Выбрать главу

Режиссер-постановщик ничего не ответил, так как понимал, что на этот счет Голова, вероятно, знает что-то такое, чего он, режиссер, еще не знает, и поэтому тихо сказал:

— Согласен с вами, Алексей Федорович. Свист мы снимем.

После этого шел небольшой балет. Он был посвящен проблеме подводного бурения нефтяных скважин и очень остро, по-новому ставил этот вопрос. Партию молодого специалиста исполнял заслуженный артист Николай Люмбаго, которому удалось создать волнующий образ положительного героя. Подлинного мастерства достиг он во второй картине, танцуя защиту диссертации.

Балет вообще был сильной стороной периферийского искусства; говорили даже, что его собираются послать на гастроли в Англию. В связи с этим Голова дал задание своему аппарату вдумчиво изучить каждую кандидатуру, чтобы в массовых сценах "Ромео и Джульетты" не оказалось ни одного артиста, у которого были бы родственники за границей.

Восемь комсомольцев в семье Капулетти и три кандидата в семье Монтекки — вот те кадры, с которыми встретится лондонский зритель.

Когда в зале зажегся свет, все повернулись в ту сторону, где сидел начальник отдела искусств. Но Алексей Федорович исчез. Режиссер долго вглядывался в пустое кресло, потом заглянул под него, потом испуганно оглянулся вокруг и, наконец, выбежал из зала. Дали полный свет и стали щупать прожекторами балкон и галерку, от чего всем стало как-то тревожно и неуютно. Алексея Федоровича не было нигде. Казалось, он растворился в воздухе, испарился, дематериализовался.

Референт по репертуару побежал за кулисы, референт по музыке помчался в туалет. Была вскрыта находящаяся под пломбой дверь библиотеки, где хранились запрещенные пьесы.

Алексея Федоровича не нашли ни в этот день, ни на следующий. Он ушел из искусства так же внезапно, как и пришел в него.

Но мы не хотим, чтобы читатель искал в этом какие-то мистические объяснения, дело обстояло очень просто: никто не заметил, как в полной темноте к Алексею Федоровичу подошел курьер отдела искусств и сказал ему, что только что звонил некий Осторожненко и просил Алексея Федоровича немедленно приехать.

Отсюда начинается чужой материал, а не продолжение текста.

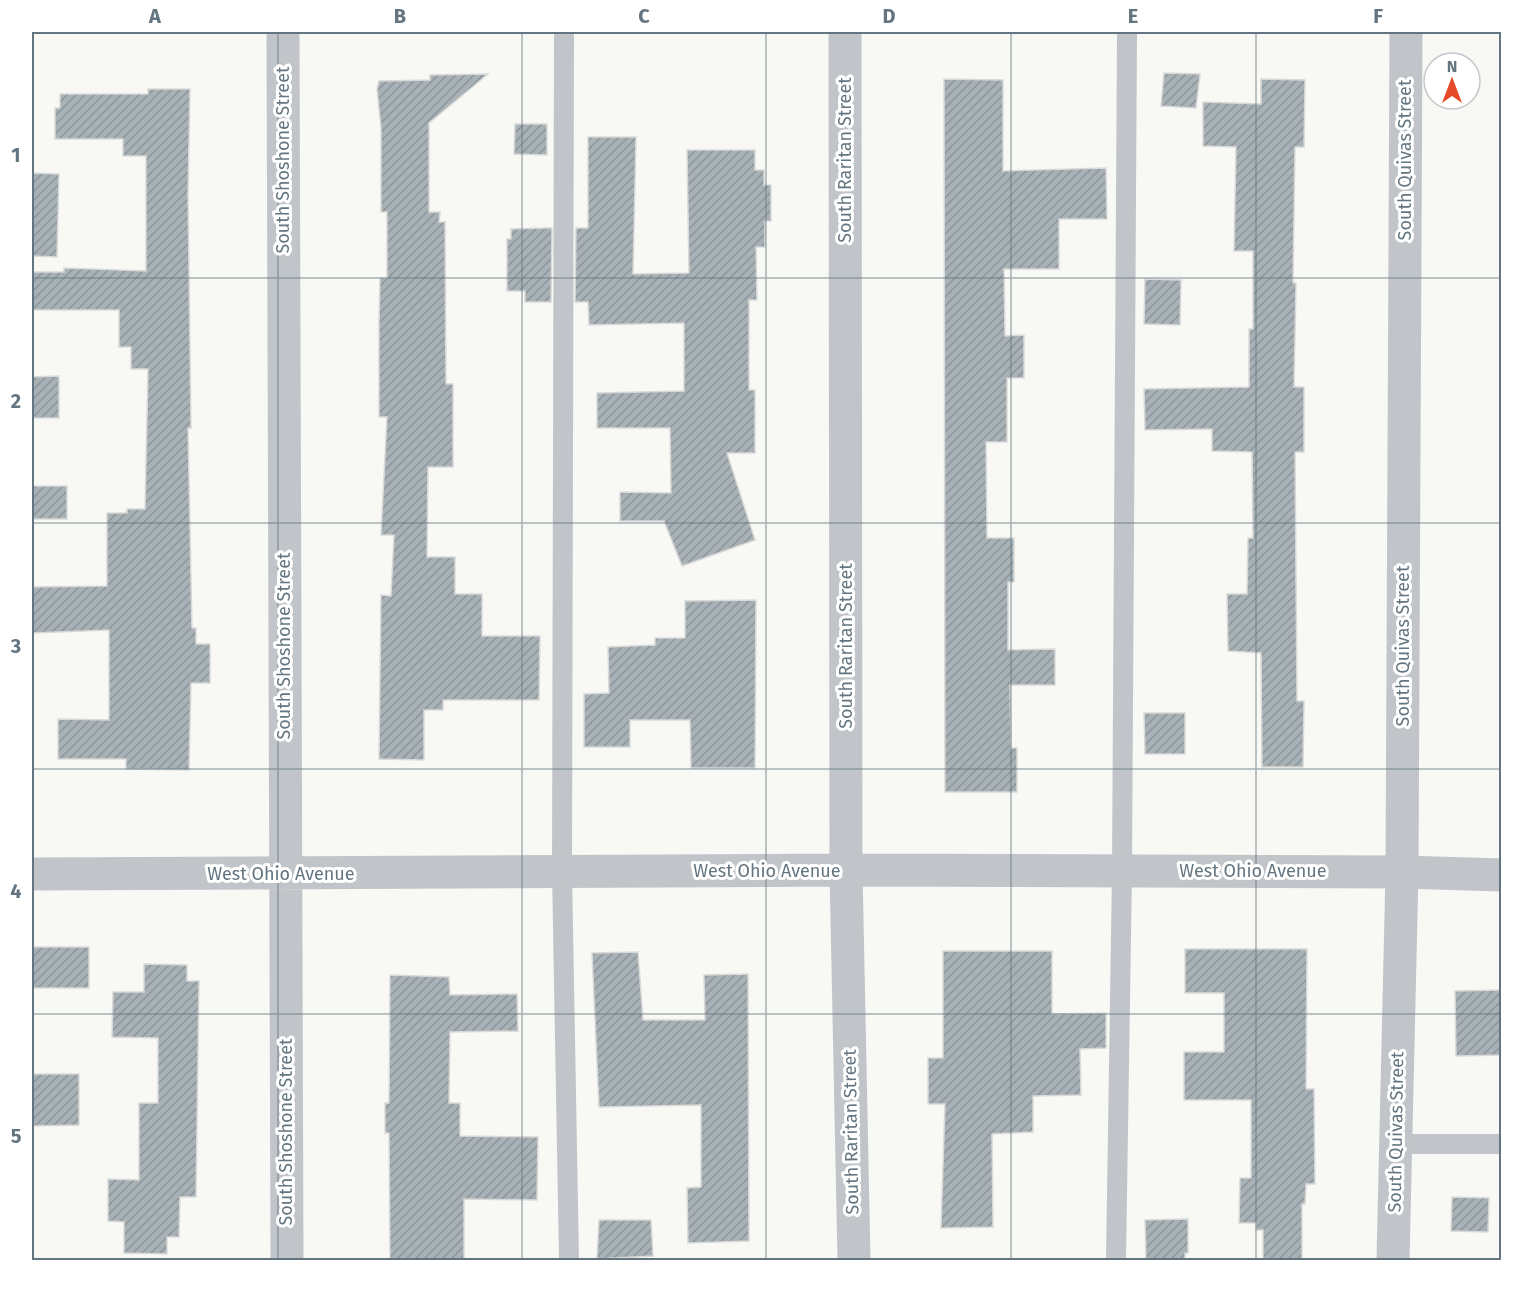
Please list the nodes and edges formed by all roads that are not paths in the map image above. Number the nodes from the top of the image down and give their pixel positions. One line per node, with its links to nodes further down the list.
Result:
1 (283, 32): 11 (street, South Shoshone Street)
2 (564, 32): 8 (lane)
3 (845, 32): 6 (street, South Raritan Street)
4 (1127, 32): 7 (lane)
5 (1406, 32): 9 (street, South Quivas Street)
6 (846, 870): 7 (street, West Ohio Avenue); 8 (street, West Ohio Avenue); 17 (street, South Raritan Street)
7 (1122, 871): 9 (street, West Ohio Avenue); 18 (lane)
8 (562, 872): 11 (street, West Ohio Avenue); 16 (lane)
9 (1402, 872): 12 (street, West Ohio Avenue); 13 (street, South Quivas Street)
10 (32, 874): 11 (street, West Ohio Avenue)
11 (284, 874): 15 (street, South Shoshone Street)
12 (1502, 875)
13 (1396, 1144): 14 (lane); 19 (street, South Quivas Street)
14 (1502, 1144)
15 (287, 1260)
16 (569, 1260)
17 (854, 1260)
18 (1116, 1260)
19 (1393, 1260)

Алексей Федорович тихо поднялся и, ни слова не говоря, вышел из зала. В его жизни появление Осторожненко всегда носило слегка мефистофельский характер, и хотя Алексей Федорович официально не продавал ему свою душу, ощущение было похожее — он всегда трепетал при его появлении и послушно следовал его указаниям.

Так и сейчас — он молча сел в пятый номер трамвая, проехал несколько остановок, сошел у большого серого здания и поднялся на второй этаж.

Глава двенадцатая

Геннадий Степанович Осторожненко встретил своего старого знакомого не так, как прежде. Если раньше он только кивал вошедшему и молча показывал на стул, то теперь он вышел из-за стола, пошел навстречу Алексею Федоровичу. На его лице были написаны новые установки.

Голова давненько здесь не был и сразу увидел некоторые перемены. Исчез сейф, вместо него появился обыкновенный шкаф с торчащим в дверце ключом. Поубавилось телефонов, а занавески на окнах были теперь светлые. Письменный стол был поставлен как-то наискось, ближе к окну, а на стене вместо портрета появилась копия картины Непринцева "Отдых после боя". Геннадий Степанович и сам изменился: пополнел, округлился, движения его стали мягкими, исчезла поспешность. Голова обратил внимание на то, что на Осторожненко такой же, как на нем, костюм, такая же рубашка и такой же галстук. Он, конечно, не мог видеть, что они вообще стали похожи друг на друга. Та же плотность и почти монументальность при сидении за столом, тот же ежик с сединой и явно обозначившиеся складки на розовой мясистой шее. Те же словечки в разговоре, тот же хохоток, та же привычка разминать папиросу, постукивать ею по столу перед тем как закурить. Что за чертовщина! Ведь и впрямь похожи! До такой степени, что со стороны немудрено и перепутать: кто из них Осторожненко, а кто Голова?..

И хоть Алексей Федорович всего этого не видел, он чувствовал, что нет в нем той робости, какая была раньше, и нет той готовности исполнить все, что скажет Осторожненко.

Когда вместо пластмассовой коробочки Геннадий Степанович достал из кармана серебряный портсигар и, раскрыв, протянул его Алексею Федоровичу, он не взял папиросу, а в свою очередь вынул из кармана такой же точно портсигар и так же протянул его Геннадию Степановичу. И от того, что портсигары были одинаковые, а папиросы одни и те же — "Северная Пальмира", между ними возникло чувство равноправия, какого не было раньше.